Stacked against combustion, the gap gets wider. The review found heat pumps running two to three times more efficient than oil and gas systems between 32°F and 5°F. Down near -22°F the advantage narrowed but never disappeared; cold-climate units still held a COP of 1.5 to 2 — roughly double what a resistance coil delivers.
One detail worth keeping in your back pocket: the Canadian installs in the dataset averaged a COP of 3.3 in the moderate-cold band — among the strongest results, behind only Germany at 3.7. A place with some of the harshest winters still posted strong numbers, which tells you what proper sizing and commissioning for the climate can do.
That's the part the customer never hears.
Where the Cold-Weather Reputation Came From
The "doesn't work in the cold" line isn't pure myth. It's a memory. Builder-grade single-speed units from the 1990s really did fall off a cliff below freezing and lean on strip heat half the winter. What changed is the hardware: inverter-driven compressors, vapor injection, smarter defrost logic. The Joule data reflects what current equipment does in real houses, and the cold-climate category keeps moving; see the two-stage R-290 prototype that posted an 18% heating boost in cold-climate testing.

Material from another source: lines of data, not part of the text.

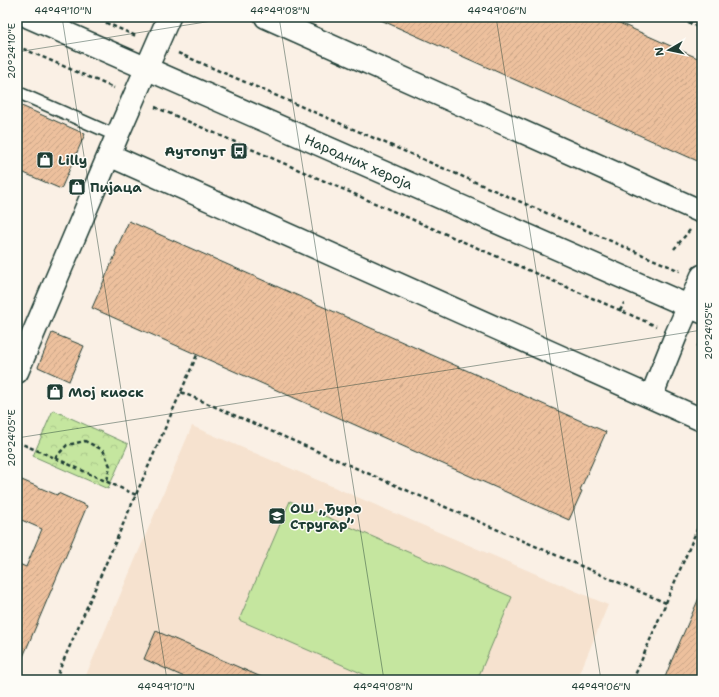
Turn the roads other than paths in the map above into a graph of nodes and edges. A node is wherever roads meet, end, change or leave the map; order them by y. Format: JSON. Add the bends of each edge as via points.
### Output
{"nodes":[{"id":1,"x":29,"y":17,"type":"edge"},
{"id":2,"x":169,"y":17,"type":"edge"},
{"id":3,"x":266,"y":17,"type":"edge"},
{"id":4,"x":147,"y":68,"type":"junction"},
{"id":5,"x":17,"y":92,"type":"edge"},
{"id":6,"x":113,"y":146,"type":"junction"},
{"id":7,"x":697,"y":220,"type":"edge"},
{"id":8,"x":701,"y":278,"type":"edge"},
{"id":9,"x":696,"y":310,"type":"edge"},
{"id":10,"x":17,"y":372,"type":"edge"},
{"id":11,"x":651,"y":397,"type":"junction"},
{"id":12,"x":702,"y":420,"type":"edge"}],
"edges":[{"from":1,"to":4,"type":"street","name":"Народних хероја"},
{"from":2,"to":4,"type":"street"},
{"from":3,"to":7,"type":"street"},
{"from":4,"to":6,"type":"street"},
{"from":4,"to":9,"type":"street","name":"Народних хероја"},
{"from":5,"to":6,"type":"lane"},
{"from":6,"to":10,"type":"street"},
{"from":6,"to":11,"type":"street"},
{"from":8,"to":9,"type":"street"},
{"from":9,"to":11,"type":"street","via":[[676,335]]},
{"from":11,"to":12,"type":"street"}]}
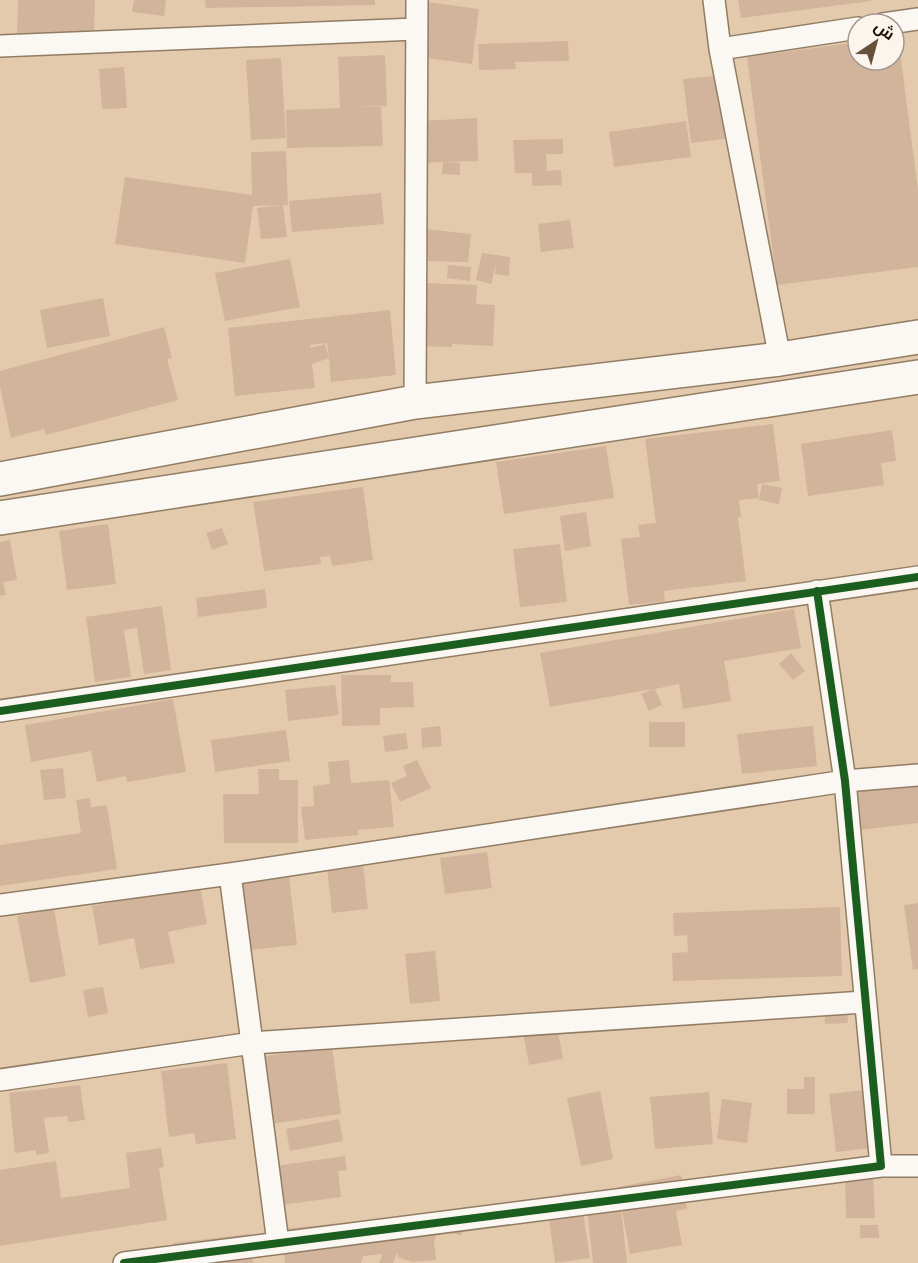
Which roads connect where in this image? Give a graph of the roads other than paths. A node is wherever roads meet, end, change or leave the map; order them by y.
1 (417, 0) edge
2 (714, 0) edge
3 (416, 29) junction
4 (846, 30) edge
5 (0, 46) edge
6 (720, 49) junction
7 (918, 337) edge
8 (780, 359) junction
9 (918, 376) edge
10 (415, 402) junction
11 (0, 479) edge
12 (0, 518) edge
13 (918, 577) edge
14 (817, 591) junction
15 (0, 711) edge
16 (918, 775) edge
17 (845, 781) junction
18 (230, 874) junction
19 (0, 905) edge
20 (864, 1002) junction
21 (252, 1043) junction
22 (0, 1080) edge
23 (881, 1166) junction
24 (918, 1166) edge
25 (278, 1243) junction
26 (124, 1263) edge

1 - 3 street
2 - 6 street
3 - 5 street
3 - 10 street
4 - 6 street
6 - 8 street
7 - 8 main road
8 - 10 main road
9 - 12 main road
10 - 11 main road
13 - 14 street
14 - 15 street
14 - 17 street
16 - 17 street
17 - 18 street
17 - 20 street
18 - 19 street
18 - 21 street
20 - 21 street
20 - 23 street
21 - 22 street
21 - 25 street
23 - 24 street
23 - 25 street
25 - 26 street

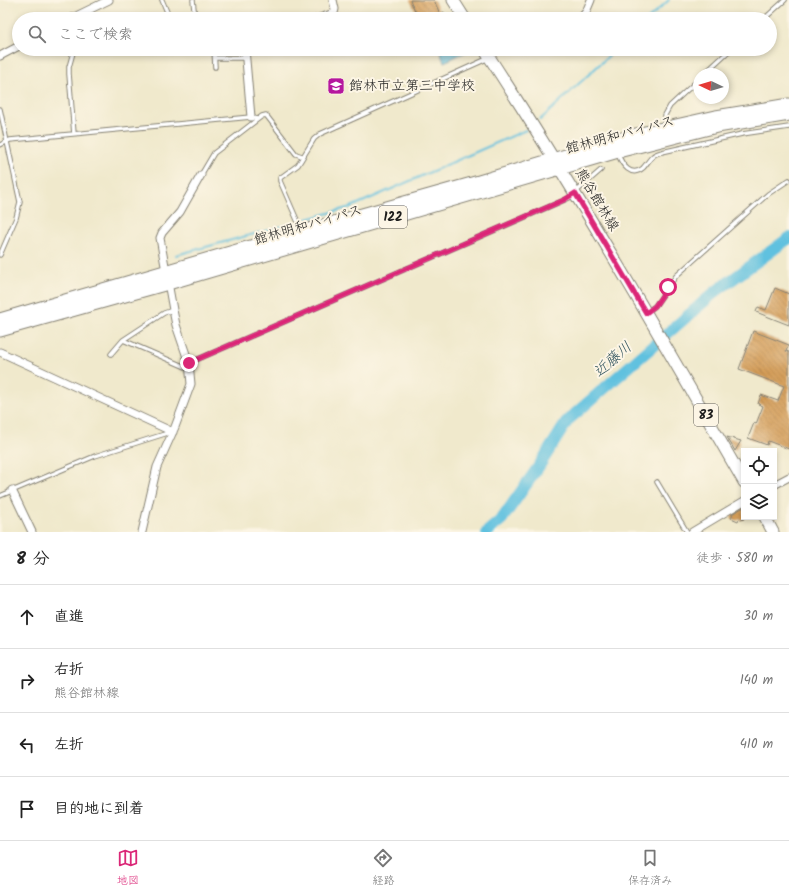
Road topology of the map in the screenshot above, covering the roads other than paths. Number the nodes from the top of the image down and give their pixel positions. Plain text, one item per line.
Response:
1 (109, 0) edge
2 (162, 0) edge
3 (193, 0) edge
4 (333, 0) edge
5 (453, 0) edge
6 (591, 0) edge
7 (786, 0) edge
8 (789, 2) edge
9 (88, 12) edge
10 (167, 12) edge
11 (194, 12) edge
12 (334, 12) edge
13 (461, 12) edge
14 (586, 12) edge
15 (772, 12) edge
16 (12, 50) edge
17 (0, 56) edge
18 (72, 56) edge
19 (481, 56) edge
20 (489, 56) edge
21 (723, 56) edge
22 (215, 58) joint
23 (245, 58) joint
24 (215, 67) dead end
25 (710, 68) edge
26 (693, 85) edge
27 (789, 105) edge
28 (0, 109) edge
29 (789, 114) edge
30 (254, 118) junction
31 (666, 127) junction
32 (789, 127) edge
33 (74, 134) junction
34 (7, 141) junction
35 (0, 145) edge
36 (618, 151) junction
37 (302, 156) junction
38 (557, 164) junction
39 (601, 170) dead end
40 (201, 175) joint
41 (789, 180) edge
42 (575, 193) junction
43 (302, 232) junction
44 (0, 255) edge
45 (167, 277) junction
46 (173, 310) junction
47 (646, 313) junction
48 (0, 320) edge
49 (0, 330) edge
50 (123, 340) junction
51 (0, 352) edge
52 (111, 354) dead end
53 (190, 366) junction
54 (173, 432) junction
55 (741, 477) edge
56 (789, 477) edge
57 (657, 482) dead end
58 (776, 484) edge
59 (12, 490) junction
60 (0, 496) edge
61 (741, 503) edge
62 (767, 520) edge
63 (32, 532) edge
64 (142, 532) edge
65 (687, 532) edge
66 (692, 532) edge
67 (773, 532) edge

1 - 9 street
2 - 10 lane
3 - 11 lane
4 - 12 street
5 - 13 main road
6 - 14 street
7 - 8 lane
7 - 15 lane
16 - 17 street
18 - 33 lane
19 - 37 lane
20 - 38 main road, 熊谷館林線 / 83
21 - 25 lane
22 - 23 lane
22 - 24 lane
23 - 30 street
26 - 31 lane
27 - 31 highway, 館林明和バイパス / 122
28 - 34 lane
29 - 36 highway, 館林明和バイパス / 122
30 - 33 lane
30 - 37 lane
30 - 40 lane
31 - 38 highway, 館林明和バイパス / 122
32 - 36 lane
33 - 34 lane
34 - 35 lane
34 - 44 lane
36 - 38 highway, 館林明和バイパス / 122
37 - 43 lane
38 - 42 main road, 熊谷館林線 / 83
38 - 43 highway, 館林明和バイパス / 122
38 - 45 highway, 館林明和バイパス / 122
39 - 42 lane
40 - 45 street
41 - 47 lane
42 - 47 main road, 熊谷館林線 / 83
42 - 53 lane
43 - 45 highway, 館林明和バイパス / 122
45 - 46 street
45 - 48 highway, 館林明和バイパス / 122
45 - 49 highway, 館林明和バイパス / 122
46 - 50 lane
46 - 53 street
47 - 55 main road, 熊谷館林線 / 83
50 - 52 lane
50 - 53 lane
51 - 54 street
53 - 54 street
54 - 59 lane
54 - 64 street
56 - 58 street
57 - 65 lane
59 - 60 lane
59 - 63 street
61 - 66 street
62 - 67 main road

Gibb and his coauthors include an honest caveat, and you should too. In climates that regularly sit below about 14°F, supplemental heat can still make sense, because building heat demand climbs at exactly the moment capacity drops. That's an argument for careful Manual J work and a hard look at design temperature, not an argument against the equipment. A heat pump undersized for the design day will disappoint no matter what the meta-analysis says.
For shops in mild-winter territory the conversation is easier. Our heat pump vs. furnace guide for Southern California covers that math, in a market where the cold-weather objection barely applies at all.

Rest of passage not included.